Engaging in a voyage for the Dutch East India Company, in 1609, Henry Hudson was seeking a Northwest Passage to the Indies and the spices and wealth of Asia. Hudson's attempt was fruitless, but by it, learned that the mouth of Hudson River offered attractive possibilities for settlement, due to the fertility of the land and the possibilities of a profitable fur trade with the Iroquois Indians.

The Dutch East India Company quickly lost interest in this region, after the attempt to find a passage to the Far East had failed. However, other Dutch businessmen quickly sent voyages to explore, what is now New York, to seek out these new business opportunities, which ultimately led to permanent settlement. An important figure was Adrian Block, who sailed to Manhattan in the year 1613 and discovered; the Housatonic and Connecticut Rivers, Rhode Island, and Block Island. In 1614, other Dutch ship owners secured trading posts in the area, leading to the permanent settlement of Albany.

All of the early trading posts were established through the direct efforts of business firms, and not through the initiative of governments.

The Dtuch West India Company

However, in 1621, the Dutch Government chartered the Dutch West India Company to trade and colonize that area. The government granted the company the authority to appoint a governor, and to draw up rules of government, of which the colonists were divided into two classes, free colonists, who received transportation and maintenance for the first two years, who could own homesteads, and the bound farmers, who were required to work on the company farms or the farms of company officials. The first settlements were near, what is today, the New York City area. The first official settlement on Manhattan Island was secured by Peter Minuit.

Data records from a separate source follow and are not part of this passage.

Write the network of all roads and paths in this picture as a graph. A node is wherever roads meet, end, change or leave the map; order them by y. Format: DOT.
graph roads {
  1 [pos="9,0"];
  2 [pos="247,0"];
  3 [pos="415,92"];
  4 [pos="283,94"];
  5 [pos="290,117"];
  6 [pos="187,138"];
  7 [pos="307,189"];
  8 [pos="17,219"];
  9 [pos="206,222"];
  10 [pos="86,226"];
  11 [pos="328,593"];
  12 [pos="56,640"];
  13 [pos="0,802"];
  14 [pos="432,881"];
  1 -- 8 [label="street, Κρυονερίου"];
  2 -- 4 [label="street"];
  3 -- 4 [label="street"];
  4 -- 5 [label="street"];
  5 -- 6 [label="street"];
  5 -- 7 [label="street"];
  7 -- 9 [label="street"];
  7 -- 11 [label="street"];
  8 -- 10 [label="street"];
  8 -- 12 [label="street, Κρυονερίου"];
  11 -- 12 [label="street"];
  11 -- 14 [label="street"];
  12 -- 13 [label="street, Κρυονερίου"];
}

He arrived in 1626 and proceeded to purchase Manhattan from the native Indian chiefs for trinkets worth twenty-four 1933, US dollars.

Whereas the Dutch secured the first colony along the middle Atlantic coast, they failed to establish it as such, a Dutch colony, mainly for three conspicuous reasons; their land policy, their inept leadership, and their reluctance to grant the colonists the kind of self-government, which the English settlers were to enjoy elsewhere along the North Atlantic coast.

Although the Dutch were shrewd businessmen, they failed to capitalize on the greatest of all impulses toward the colonization of America, the desire of the underprivileged people of Europe to secure a piece of land they could call their own. The Dutch firms granted land to settlers under perpetual leases. Not enough settlers bought into their concept, when other colonies were giving plots of land to homestead, the concept on which New England was founded, thus the Dutch have no permanent settlement they can call their own.

The Dutch West India Company, which was overseeing the attempted Dutch colonization, had leadership that put self-interest ahead of public good. According to Washington Irving, they were a quarrelsome, arrogant lot, whom were too friendly with the wrong people, Peter Minuit included. One failed leadership replacement after another of the Dutch West India Company, plus having no good relationships with the Indians of the area, led to their failure to colonize. Finally, Peter Stuyvesant, the tenacious and colorful one-legged Dutch hero, was the right leader, but too late to turn the attempt of Dutch colonization around.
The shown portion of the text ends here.